As hospitals and eligible providers work to meet the government’s 2015 deadline for implementing electronic health record systems to comply with the HITECH Act of 2009, are laboratory-provider links (LPL) software companies being left out in the cold?
No, they say. In fact, they’re adding new products and services to meet new demands.
Brian Keefe, director of laboratory software solutions marketing for Psyche Systems, says the complexity of most lab testing will leave EHRs struggling to support the type of information lab reporting requires. “EMR companies are not set up or designed to handle the influx of integration requirements to begin to meet the demand of laboratory EMRs,” he says. In fact, Keefe adds, “Some LPL companies are developing advanced analytical functionality for customized tests that standard EMRs could never hope to support.” It’s an expanding area of the laboratory market where LPLs will be needed.

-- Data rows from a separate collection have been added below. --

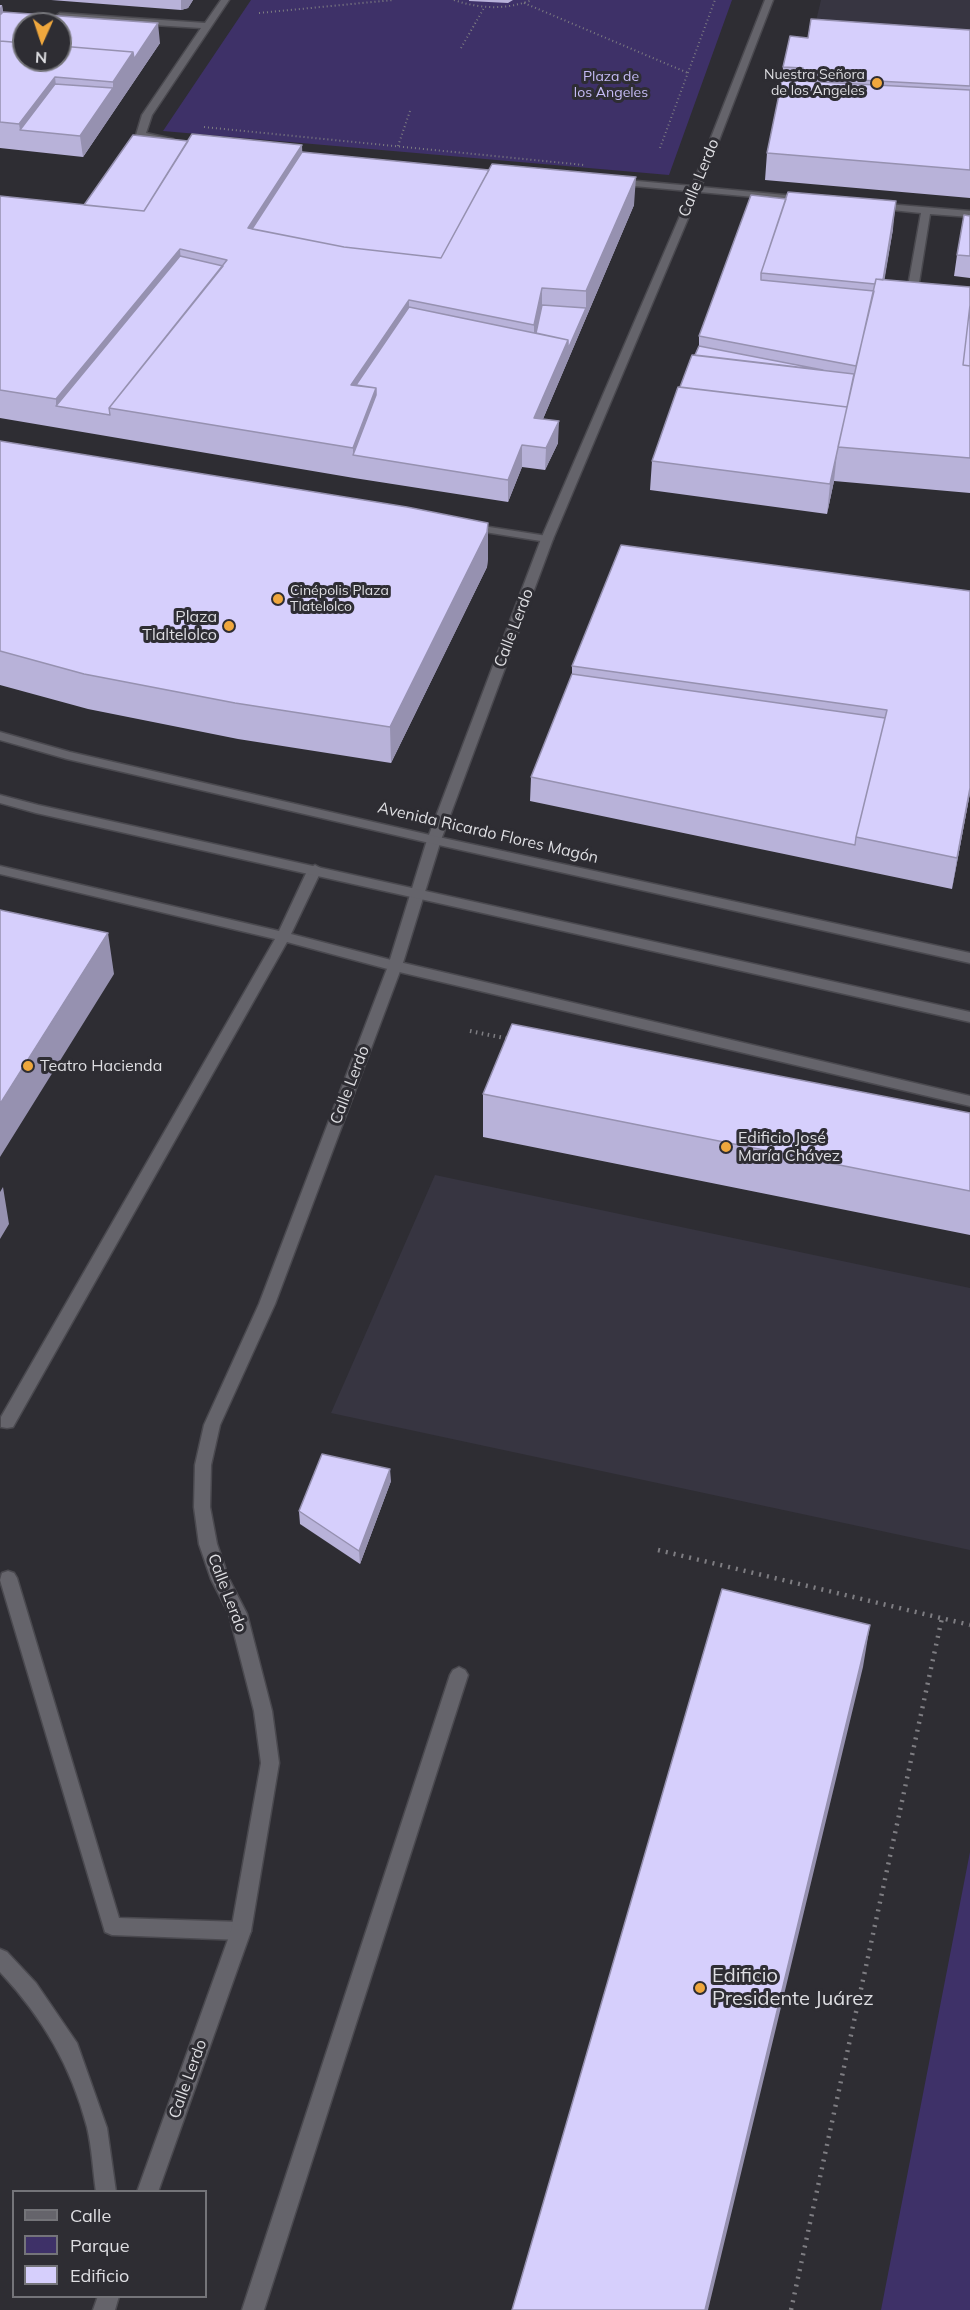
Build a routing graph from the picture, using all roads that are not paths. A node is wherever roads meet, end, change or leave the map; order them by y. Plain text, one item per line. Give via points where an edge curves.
1 (225, 0) edge
2 (769, 0) edge
3 (72, 17) edge
4 (207, 26) junction
5 (177, 143) edge
6 (601, 181) edge
7 (695, 190) junction
8 (822, 201) edge
9 (868, 205) edge
10 (926, 211) junction
11 (970, 214) edge
12 (935, 294) edge
13 (454, 524) edge
14 (547, 539) junction
15 (0, 736) edge
16 (0, 798) edge
17 (434, 840) junction
18 (315, 869) junction
19 (0, 870) edge
20 (416, 892) junction
21 (283, 936) junction
22 (970, 958) edge
23 (395, 966) junction
24 (970, 1017) edge
25 (970, 1101) edge
26 (7, 1422) dead end
27 (8, 1578) dead end
28 (459, 1675) dead end
29 (241, 1931) junction
30 (0, 1958) edge
31 (106, 2190) edge
32 (148, 2190) edge
33 (254, 2310) edge

1 - 4 street
2 - 7 street, Calle Lerdo
3 - 4 street
4 - 5 street via 147,115 141,135
6 - 7 street
7 - 8 street
7 - 14 street, Calle Lerdo
9 - 10 street
10 - 11 street
10 - 12 street via 912,292
13 - 14 street
14 - 17 street, Calle Lerdo
15 - 17 street, Avenida Ricardo Flores Magón
16 - 18 street
17 - 20 street, Calle Lerdo
17 - 22 street, Avenida Ricardo Flores Magón
18 - 20 street
18 - 21 street
19 - 21 street
20 - 23 street, Calle Lerdo
20 - 24 street
21 - 23 street
21 - 26 street
23 - 25 street
23 - 29 street, Calle Lerdo via 267,1304 212,1425 203,1465 202,1507 208,1544 238,1614 263,1711 270,1763
27 - 29 street via 112,1926
28 - 33 street
29 - 32 street, Calle Lerdo
30 - 31 street via 29,1989 70,2050 98,2128

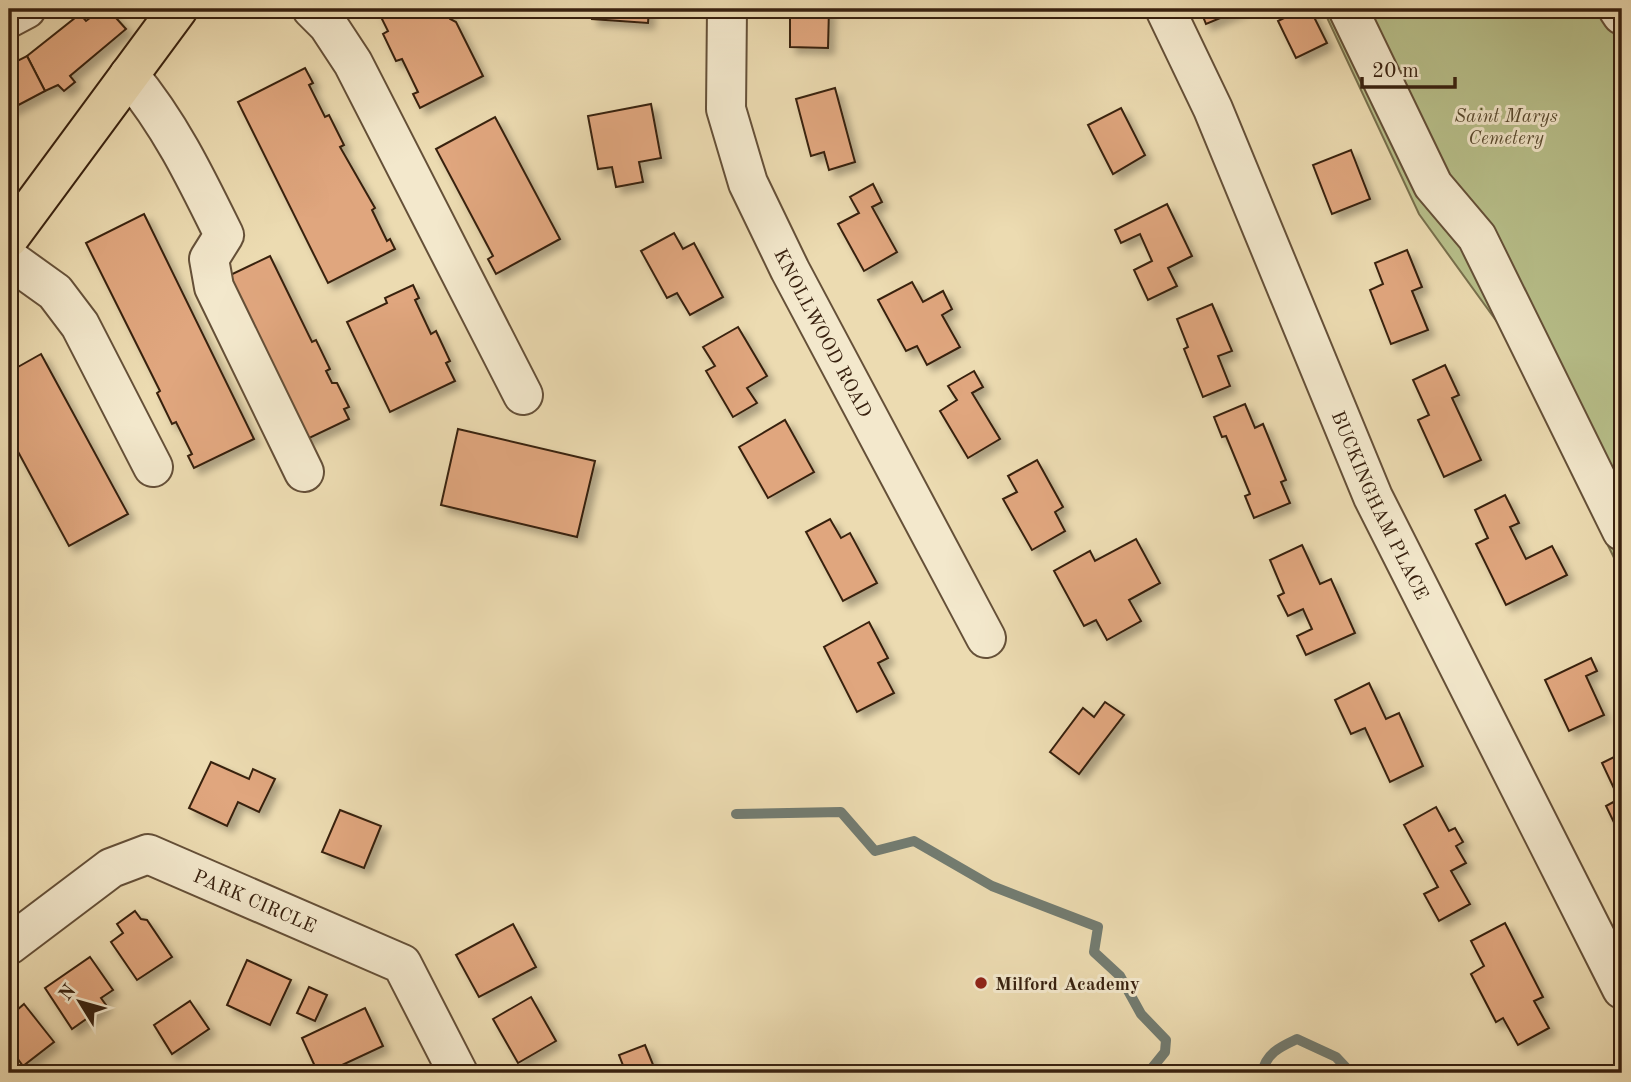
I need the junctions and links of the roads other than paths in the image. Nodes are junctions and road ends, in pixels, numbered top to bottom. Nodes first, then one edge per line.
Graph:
1 (26, 9) edge
2 (178, 9) edge
3 (312, 9) edge
4 (727, 9) edge
5 (1165, 9) edge
6 (1348, 9) edge
7 (1618, 9) edge
8 (1622, 15) edge
9 (9, 18) edge
10 (129, 75) junction
11 (9, 237) edge
12 (9, 259) edge
13 (523, 395) dead end
14 (153, 467) dead end
15 (304, 472) dead end
16 (1622, 531) edge
17 (986, 638) dead end
18 (9, 944) edge
19 (1622, 989) edge
20 (458, 1073) edge

1 - 9 street
2 - 10 main road
3 - 13 street
4 - 17 street, KNOLLWOOD ROAD
5 - 19 street, BUCKINGHAM PLACE
6 - 16 street
7 - 8 street
10 - 11 main road
10 - 15 street
12 - 14 street
18 - 20 street, PARK CIRCLE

Certification for Electronic Health Record Product Revoked
Two electronic health records, previously certified as products to be used as part of the Medicare and Medicaid Electronic Health Record (EHR) Incentive Programs, have had their certifications revoked. Farzad Mostashari, M.D., the national coordinator for health information technology, announced that the products do not meet standards and providers cannot use these products to meet the requirements of the Medicare and Medicaid EHR Incentive programs. Information about ONC’s certification process for EHR technologies is available at http://www.healthit.gov/providers-professionals/certification-process-ehr-technologies.
Government Driving Health IT in Asia-Pac
Taking a cue from U.S. stimulus initiatives such as HITECH, Asia Pacific countries are seeing a big uptick in electronic health record adoption thanks to government investment, according to a new report from Frost & Sullivan. A combination of regulations and incentives is spurring adoption of EHR systems in Asia-Pacific countries as the region's healthcare industry moves towards digitization, according to Frost & Sullivan. Governments, non-profit entities and the private sector are aggressively investing in health IT projects at both regional and local levels in an effort to achieve seamless information exchange and recognize cost savings and improved clinical outcomes.
Nigeria: '50 Percent of Nigerian Lab Results Unreliable'
Association of Pathologists of Nigeria (APN) said substandard and fake laboratories around the country are responsible for half of all lab results considered unreliable, leading to wrong diagnosis by physicians and even deaths. President of APN, Dr Kenneth Iregbu, said interaction with doctors led to the estimates that "50 percent of results sent to the clinicians are of no value to them in the management of patients."
Disclaimer- The information provided in this news digest is intended only to be general summary information. It does not represent the official position of the Centers for Disease Control and Prevention and is not intended to take the place of applicable laws or regulations.